Erano delle operaie tessili, le ragazze schiacciate dal crollo del palazzo a Barletta, come operaie tessili erano quelle da cui è partita la lotta del movimento sindacale femminile. Sono passati più di cento anni dal famoso incendio che a Chicago uccise lavoratrici, in sciopero, bloccate nella fabbrica chiusa dal padrone. Dopo cento anni, qui in Italia, ancora le condizioni di vita e di lavoro delle donne e a dire il vero anche degli uomini sono precarie, a rischio, spesso sotto ogni livello minimo di decenza e di legalità . Le condizioni di lavoro, inaccettabili, come quelle delle operaie morte, e le condizioni di vita, come quelle della figlia dei titolari del maglificio, scomparsa anche lei a soli 14 anni, sono drammaticamente il simbolo dell’Italia che questa classe dirigente che governa il Paese non vede, non ascolta, a cui non dedica politiche e scelte positive. A cui non viene dato rispetto, speranza, futuro. Conosco bene la realtà  di vita e di lavoro di tante donne come quelle che ci hanno lasciato. Nel Sud abbiamo tanto combattuto contro queste condizioni. Un lavoro frammentato, non riconosciuto, non valorizzato. Filiere di produzione senza trasparenza e legalità , divise in tanti spezzoni, purtroppo non sempre rispettosi della legge.
Quelle lavoratrici non avevano un contratto. La loro paga, per un lavoro faticoso e difficile, era tremendamente bassa e ingiusta. Il posto di lavoro non garantiva condizioni e procedure di sicurezza. Ma che Paese siamo? E almeno questa volta la risposta non può essere la crisi. Non c’è crisi che tenga rispetto allo scenario descritto. Di lavoratrici e lavoratori che, come quelle operaie, faticano senza veder riconosciuta la loro dignità  e i loro diritti, rischiano la vita lavorando ce ne sono tante, troppi. Forse si può pensare che sia stato un incidente, ma è sicuramente anche il tremendo segno di un sistema che ha troppe fragilità , incurie, irresponsabilità ; e in cui pagano sempre gli stessi. Eppure siamo un Paese migliore di questo, viene da dire usando una frase retorica. Ma la retorica si spegne davanti al lutto. Qui abbiamo bisogno di un minuto di silenzio! Siamo un Paese che non funziona. Un Paese che tollera l’illegalità , o che non riesce a contrastarla efficacemente. Un Paese che non riesce a superare le differenze territoriali, con il Sud troppo spesso trattato come la terra dove tutto si può fare, in cancellazione di regole, rispetto, umanità . Un Paese che non offre possibilità  ai giovani, con un atto di miopia nei confronti del proprio futuro.

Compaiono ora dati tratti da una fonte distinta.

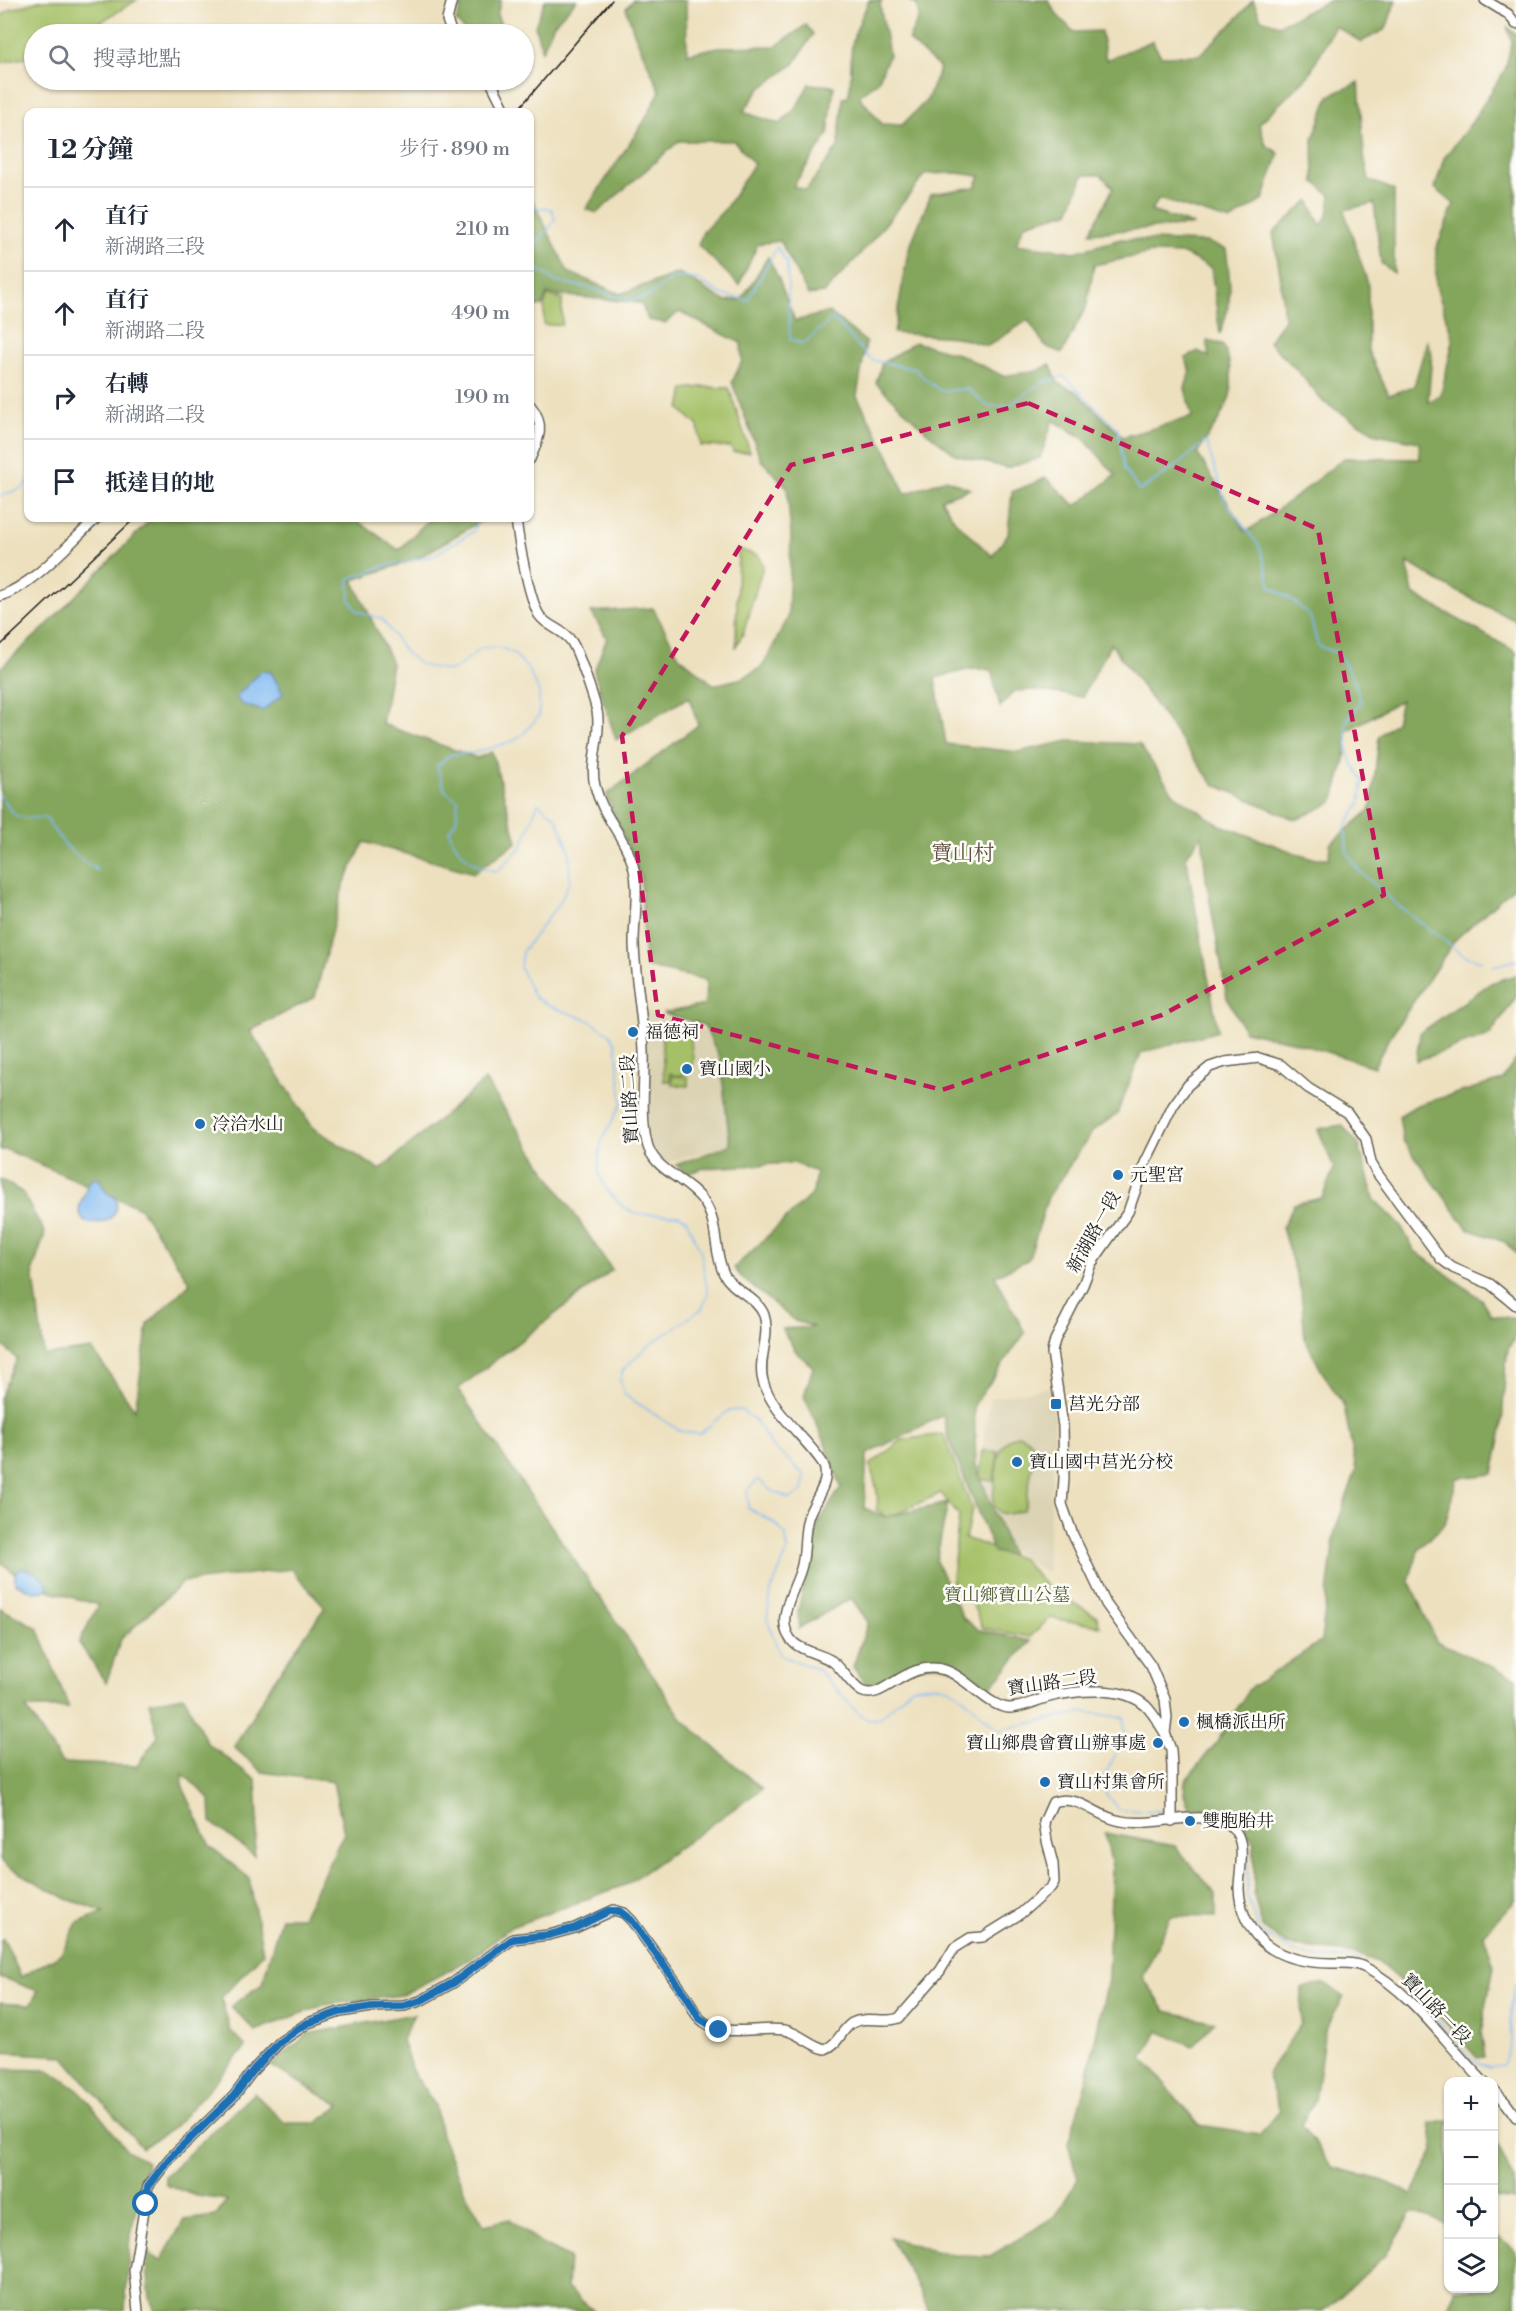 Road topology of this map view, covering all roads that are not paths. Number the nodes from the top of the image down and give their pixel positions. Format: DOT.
graph roads {
  1 [pos="452,0"];
  2 [pos="1485,0"];
  3 [pos="448,24"];
  4 [pos="1516,24"];
  5 [pos="495,90"];
  6 [pos="504,108"];
  7 [pos="534,411"];
  8 [pos="534,450"];
  9 [pos="93,522"];
  10 [pos="517,522"];
  11 [pos="0,596"];
  12 [pos="1516,1305"];
  13 [pos="1165,1733"];
  14 [pos="1172,1821"];
  15 [pos="1479,2077"];
  16 [pos="1498,2095"];
  17 [pos="1516,2117"];
  18 [pos="138,2311"];
  1 -- 3 [label="street"];
  2 -- 4 [label="street"];
  5 -- 6 [label="street"];
  7 -- 8 [label="street"];
  9 -- 11 [label="street"];
  10 -- 13 [label="street, 寶山路二段"];
  12 -- 13 [label="street, 新湖路一段"];
  13 -- 14 [label="street, 新湖路一段"];
  14 -- 15 [label="street, 寶山路一段"];
  14 -- 18 [label="street"];
  16 -- 17 [label="street"];
} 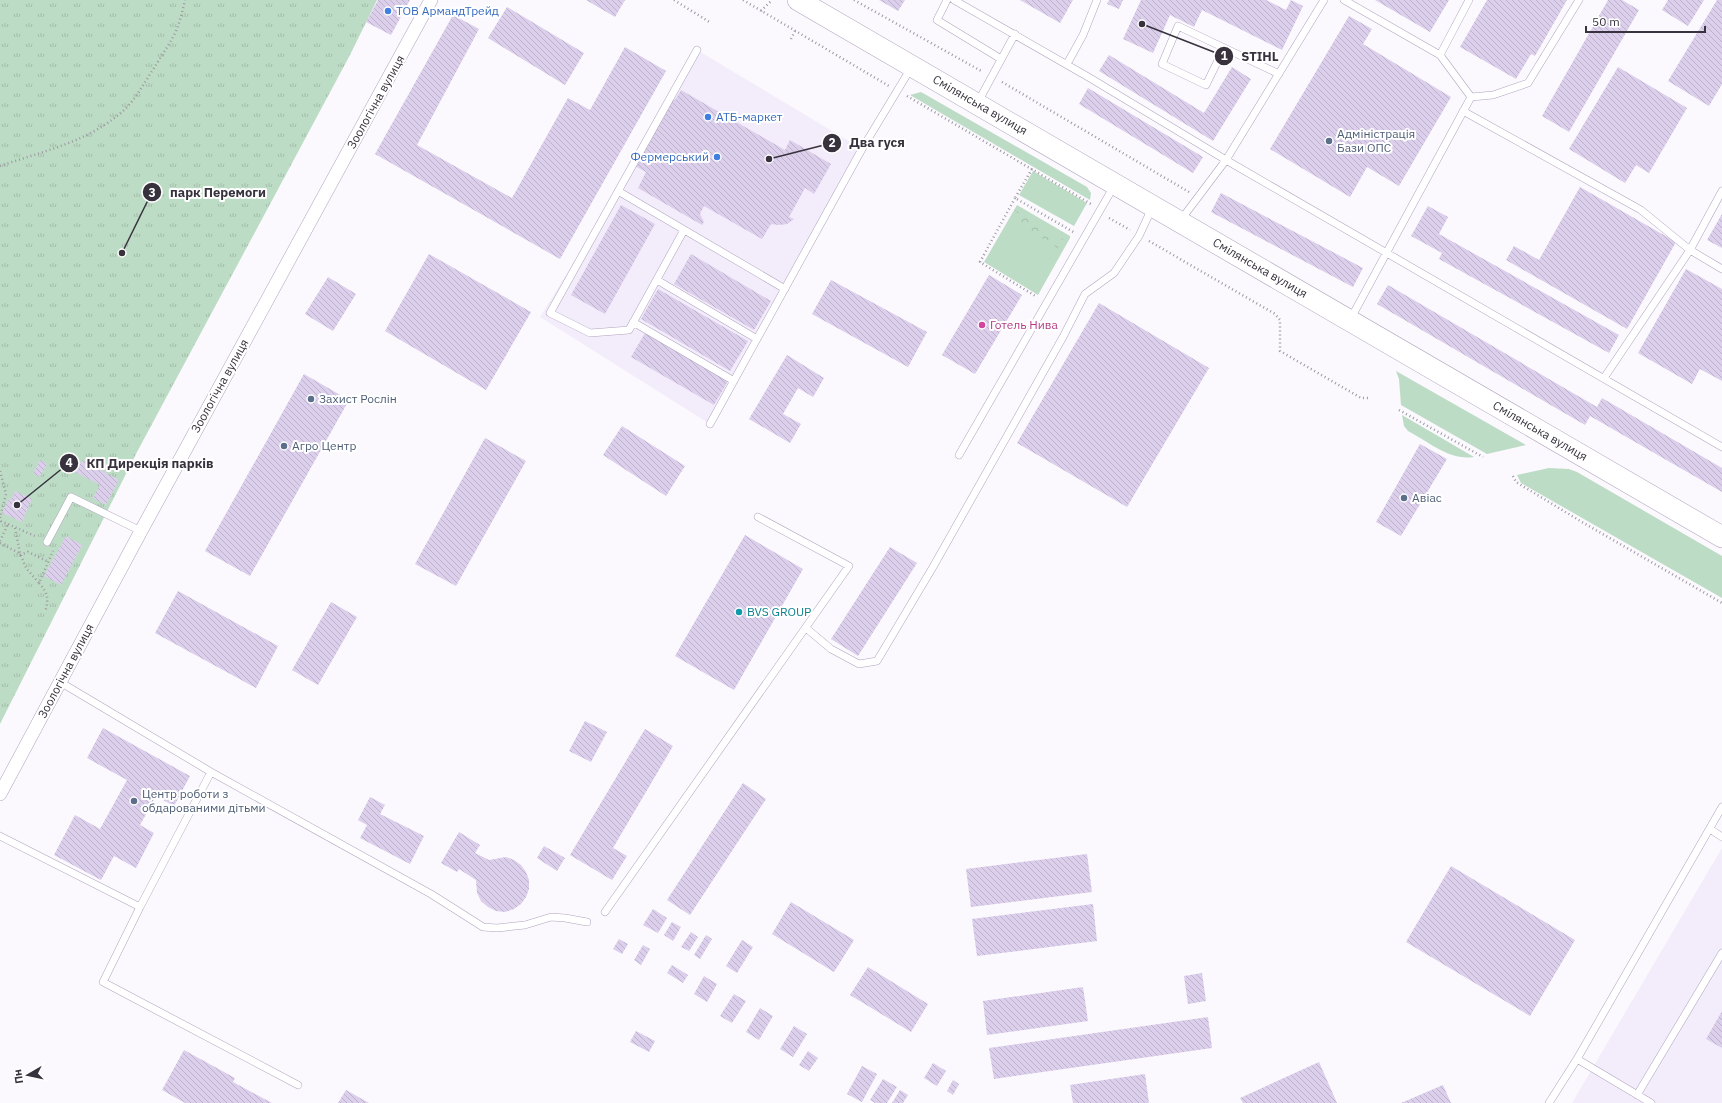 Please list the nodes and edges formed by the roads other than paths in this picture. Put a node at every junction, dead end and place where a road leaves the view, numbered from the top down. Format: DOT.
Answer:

Un Paese che non rispetta e non valorizza le donne, come il movimento nato il 13 febbraio ha in questi mesi portato all’attenzione di tutti.Dovremmo e vorremmo essere un Paese migliore, si. Ma non lo diventeremo senza una fortissima azione di cambiamento, senza riforme che restituiscano stabilità  e giustizia al sistema, senza uno sforzo politico che rompa finalmente la stasi in cui siamo piombati. Donne e lavoro, giovani e sud. È da loro che dobbiamo ripartire, è nella forza tenuta costretta dalla fatica del sopravvivere che l’Italia può riscoprire il futuro.Sono addolorata dal pensare che, da oggi, il nostro futuro dovrà  fare a meno dell’energia, dei sorrisi, dell’intelligenza, delle emozioni di cinque giovani donne. Ma l’energia che avevano deve accompagnarci, deve essere un pezzo della forza che ci serve per cambiare l’Italia. Anche per loro continueremo a lottare e a servire questo Paese.